Scan the listing below for the string "bridge" and copy each line where it turns up.

### EXTRACTED DATA
╭──
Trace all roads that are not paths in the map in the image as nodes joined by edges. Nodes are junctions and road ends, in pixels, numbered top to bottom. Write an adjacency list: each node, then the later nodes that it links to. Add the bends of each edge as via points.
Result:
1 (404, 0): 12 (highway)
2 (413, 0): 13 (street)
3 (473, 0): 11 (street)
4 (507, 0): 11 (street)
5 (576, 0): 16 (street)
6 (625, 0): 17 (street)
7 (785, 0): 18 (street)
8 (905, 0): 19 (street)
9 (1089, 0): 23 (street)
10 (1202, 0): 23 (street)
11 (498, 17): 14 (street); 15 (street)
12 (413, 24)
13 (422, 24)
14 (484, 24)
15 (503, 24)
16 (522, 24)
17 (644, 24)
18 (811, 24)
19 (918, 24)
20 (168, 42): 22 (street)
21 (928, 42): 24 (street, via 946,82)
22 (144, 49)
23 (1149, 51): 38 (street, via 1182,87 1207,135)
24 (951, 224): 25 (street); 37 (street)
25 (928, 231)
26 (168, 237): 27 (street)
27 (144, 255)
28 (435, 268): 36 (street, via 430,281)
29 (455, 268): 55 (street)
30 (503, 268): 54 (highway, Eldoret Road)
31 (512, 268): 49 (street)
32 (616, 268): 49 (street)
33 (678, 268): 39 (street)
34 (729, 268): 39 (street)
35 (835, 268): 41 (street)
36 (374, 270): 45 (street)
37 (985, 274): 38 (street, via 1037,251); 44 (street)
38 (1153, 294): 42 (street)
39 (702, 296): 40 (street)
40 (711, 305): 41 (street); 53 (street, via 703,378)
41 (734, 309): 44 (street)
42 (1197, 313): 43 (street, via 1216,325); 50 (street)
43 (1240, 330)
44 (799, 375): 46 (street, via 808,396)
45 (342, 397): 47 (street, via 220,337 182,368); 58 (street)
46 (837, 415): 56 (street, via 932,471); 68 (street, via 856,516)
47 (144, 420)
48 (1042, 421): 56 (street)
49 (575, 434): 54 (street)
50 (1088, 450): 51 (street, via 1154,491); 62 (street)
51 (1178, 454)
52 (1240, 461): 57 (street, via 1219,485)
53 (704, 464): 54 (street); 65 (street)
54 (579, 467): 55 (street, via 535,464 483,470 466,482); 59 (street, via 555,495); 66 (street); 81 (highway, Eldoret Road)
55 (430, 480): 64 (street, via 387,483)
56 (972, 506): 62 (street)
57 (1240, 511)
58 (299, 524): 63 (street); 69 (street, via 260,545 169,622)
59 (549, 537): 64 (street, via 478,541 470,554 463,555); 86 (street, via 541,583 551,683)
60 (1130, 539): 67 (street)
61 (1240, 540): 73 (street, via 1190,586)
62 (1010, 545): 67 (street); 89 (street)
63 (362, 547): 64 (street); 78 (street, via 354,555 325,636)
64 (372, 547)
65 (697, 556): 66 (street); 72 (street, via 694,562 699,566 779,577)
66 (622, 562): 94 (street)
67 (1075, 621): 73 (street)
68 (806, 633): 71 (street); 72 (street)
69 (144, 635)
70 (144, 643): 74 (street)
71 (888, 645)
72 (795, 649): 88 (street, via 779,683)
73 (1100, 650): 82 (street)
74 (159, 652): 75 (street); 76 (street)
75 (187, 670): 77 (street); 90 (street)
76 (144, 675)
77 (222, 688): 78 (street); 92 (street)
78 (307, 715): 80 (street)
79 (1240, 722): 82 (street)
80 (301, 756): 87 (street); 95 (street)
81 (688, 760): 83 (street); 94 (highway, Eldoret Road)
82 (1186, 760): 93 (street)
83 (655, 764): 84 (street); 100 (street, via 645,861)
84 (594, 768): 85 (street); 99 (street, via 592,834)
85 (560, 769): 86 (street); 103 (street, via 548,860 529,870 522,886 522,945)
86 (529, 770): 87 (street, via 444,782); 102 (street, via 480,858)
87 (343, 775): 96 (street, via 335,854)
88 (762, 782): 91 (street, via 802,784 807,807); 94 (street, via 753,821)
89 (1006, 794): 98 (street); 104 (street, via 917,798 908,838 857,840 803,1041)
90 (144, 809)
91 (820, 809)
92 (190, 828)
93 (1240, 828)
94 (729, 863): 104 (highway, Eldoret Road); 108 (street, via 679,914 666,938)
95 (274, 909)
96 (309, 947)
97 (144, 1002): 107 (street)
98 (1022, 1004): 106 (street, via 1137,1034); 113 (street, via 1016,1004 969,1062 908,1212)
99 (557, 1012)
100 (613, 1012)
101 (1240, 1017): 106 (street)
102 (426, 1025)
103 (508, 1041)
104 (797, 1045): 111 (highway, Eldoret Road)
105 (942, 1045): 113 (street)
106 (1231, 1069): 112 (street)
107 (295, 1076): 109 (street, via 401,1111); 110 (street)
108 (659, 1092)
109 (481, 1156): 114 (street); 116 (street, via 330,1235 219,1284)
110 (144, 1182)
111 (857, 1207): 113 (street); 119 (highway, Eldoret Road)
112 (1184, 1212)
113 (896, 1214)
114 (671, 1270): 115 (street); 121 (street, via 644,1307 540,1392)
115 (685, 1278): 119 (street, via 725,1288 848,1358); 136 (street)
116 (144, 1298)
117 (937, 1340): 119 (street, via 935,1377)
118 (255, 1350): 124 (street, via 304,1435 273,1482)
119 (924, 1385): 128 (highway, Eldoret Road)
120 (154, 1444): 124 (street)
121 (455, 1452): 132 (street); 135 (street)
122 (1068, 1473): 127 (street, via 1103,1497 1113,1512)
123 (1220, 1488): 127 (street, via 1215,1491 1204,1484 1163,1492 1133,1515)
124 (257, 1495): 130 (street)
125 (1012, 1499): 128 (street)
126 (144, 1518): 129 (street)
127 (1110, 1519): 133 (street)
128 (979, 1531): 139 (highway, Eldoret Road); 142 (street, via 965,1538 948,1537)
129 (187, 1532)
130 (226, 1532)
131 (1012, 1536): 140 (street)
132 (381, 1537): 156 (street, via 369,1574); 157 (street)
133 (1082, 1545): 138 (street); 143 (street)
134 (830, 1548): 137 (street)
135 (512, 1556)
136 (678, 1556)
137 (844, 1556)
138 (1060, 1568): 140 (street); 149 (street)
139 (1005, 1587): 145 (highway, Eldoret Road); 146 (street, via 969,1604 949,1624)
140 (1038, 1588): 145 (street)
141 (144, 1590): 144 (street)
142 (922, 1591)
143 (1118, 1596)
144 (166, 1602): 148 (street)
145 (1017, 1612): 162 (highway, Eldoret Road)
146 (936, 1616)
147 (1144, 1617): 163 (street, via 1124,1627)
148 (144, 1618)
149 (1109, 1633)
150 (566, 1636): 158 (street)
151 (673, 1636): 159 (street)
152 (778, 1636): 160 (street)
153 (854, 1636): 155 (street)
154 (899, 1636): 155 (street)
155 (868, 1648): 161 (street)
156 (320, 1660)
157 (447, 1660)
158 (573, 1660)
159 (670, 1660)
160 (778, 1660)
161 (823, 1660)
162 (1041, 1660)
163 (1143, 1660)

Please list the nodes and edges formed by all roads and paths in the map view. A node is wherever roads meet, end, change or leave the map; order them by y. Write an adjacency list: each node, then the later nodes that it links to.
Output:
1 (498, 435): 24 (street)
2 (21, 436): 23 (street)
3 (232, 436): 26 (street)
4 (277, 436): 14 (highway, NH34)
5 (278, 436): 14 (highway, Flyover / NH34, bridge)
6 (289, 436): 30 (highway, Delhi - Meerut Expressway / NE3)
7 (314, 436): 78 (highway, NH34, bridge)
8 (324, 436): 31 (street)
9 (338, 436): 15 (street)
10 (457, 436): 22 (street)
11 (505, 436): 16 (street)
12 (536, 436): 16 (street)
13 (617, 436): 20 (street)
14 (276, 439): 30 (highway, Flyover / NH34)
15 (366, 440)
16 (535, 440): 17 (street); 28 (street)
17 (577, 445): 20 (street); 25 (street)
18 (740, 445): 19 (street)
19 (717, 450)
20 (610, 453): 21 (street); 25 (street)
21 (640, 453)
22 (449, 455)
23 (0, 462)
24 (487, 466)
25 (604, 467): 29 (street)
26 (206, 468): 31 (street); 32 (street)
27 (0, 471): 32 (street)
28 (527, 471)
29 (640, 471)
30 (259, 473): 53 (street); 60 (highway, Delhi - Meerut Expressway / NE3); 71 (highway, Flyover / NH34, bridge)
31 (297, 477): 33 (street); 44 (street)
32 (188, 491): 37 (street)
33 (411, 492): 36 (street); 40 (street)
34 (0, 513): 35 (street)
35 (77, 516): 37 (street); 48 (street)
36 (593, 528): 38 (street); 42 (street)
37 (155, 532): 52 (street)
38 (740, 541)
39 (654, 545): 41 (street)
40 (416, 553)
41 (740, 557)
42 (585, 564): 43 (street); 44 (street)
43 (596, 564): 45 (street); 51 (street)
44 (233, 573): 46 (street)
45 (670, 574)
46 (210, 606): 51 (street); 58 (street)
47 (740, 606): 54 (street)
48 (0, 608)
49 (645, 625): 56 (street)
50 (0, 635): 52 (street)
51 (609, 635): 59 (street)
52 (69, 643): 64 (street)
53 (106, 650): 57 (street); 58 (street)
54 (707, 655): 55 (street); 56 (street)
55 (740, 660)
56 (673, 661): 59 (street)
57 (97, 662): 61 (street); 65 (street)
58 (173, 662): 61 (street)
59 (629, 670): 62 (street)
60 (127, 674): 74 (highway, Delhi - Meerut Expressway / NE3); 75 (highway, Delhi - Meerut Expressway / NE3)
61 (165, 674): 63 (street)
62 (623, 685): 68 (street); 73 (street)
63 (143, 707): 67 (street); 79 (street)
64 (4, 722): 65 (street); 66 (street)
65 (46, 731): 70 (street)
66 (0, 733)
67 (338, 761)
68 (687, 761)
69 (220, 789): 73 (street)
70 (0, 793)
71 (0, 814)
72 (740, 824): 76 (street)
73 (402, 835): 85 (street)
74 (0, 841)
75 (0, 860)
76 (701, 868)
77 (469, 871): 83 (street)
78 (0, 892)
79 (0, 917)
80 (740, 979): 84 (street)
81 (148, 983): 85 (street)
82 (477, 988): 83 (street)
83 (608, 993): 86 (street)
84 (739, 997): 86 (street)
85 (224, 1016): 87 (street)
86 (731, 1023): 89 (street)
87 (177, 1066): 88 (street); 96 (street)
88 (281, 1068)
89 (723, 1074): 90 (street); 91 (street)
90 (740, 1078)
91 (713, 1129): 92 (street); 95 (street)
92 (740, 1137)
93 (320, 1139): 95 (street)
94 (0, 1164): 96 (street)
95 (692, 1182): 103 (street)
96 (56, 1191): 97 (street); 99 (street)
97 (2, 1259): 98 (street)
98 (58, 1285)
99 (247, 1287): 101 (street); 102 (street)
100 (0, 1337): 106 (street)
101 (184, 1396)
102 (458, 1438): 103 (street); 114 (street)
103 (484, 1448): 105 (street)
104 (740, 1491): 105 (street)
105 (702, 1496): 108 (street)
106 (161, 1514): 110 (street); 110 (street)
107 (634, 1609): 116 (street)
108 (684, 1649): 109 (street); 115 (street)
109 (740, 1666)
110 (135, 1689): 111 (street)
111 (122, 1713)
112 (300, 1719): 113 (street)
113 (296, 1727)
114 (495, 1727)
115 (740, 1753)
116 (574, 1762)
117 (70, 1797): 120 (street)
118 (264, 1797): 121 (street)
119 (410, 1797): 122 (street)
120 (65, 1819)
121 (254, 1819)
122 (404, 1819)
╰──
### RESPONSE TO THIS TASK
5 (278, 436): 14 (highway, Flyover / NH34, bridge)
7 (314, 436): 78 (highway, NH34, bridge)
30 (259, 473): 53 (street); 60 (highway, Delhi - Meerut Expressway / NE3); 71 (highway, Flyover / NH34, bridge)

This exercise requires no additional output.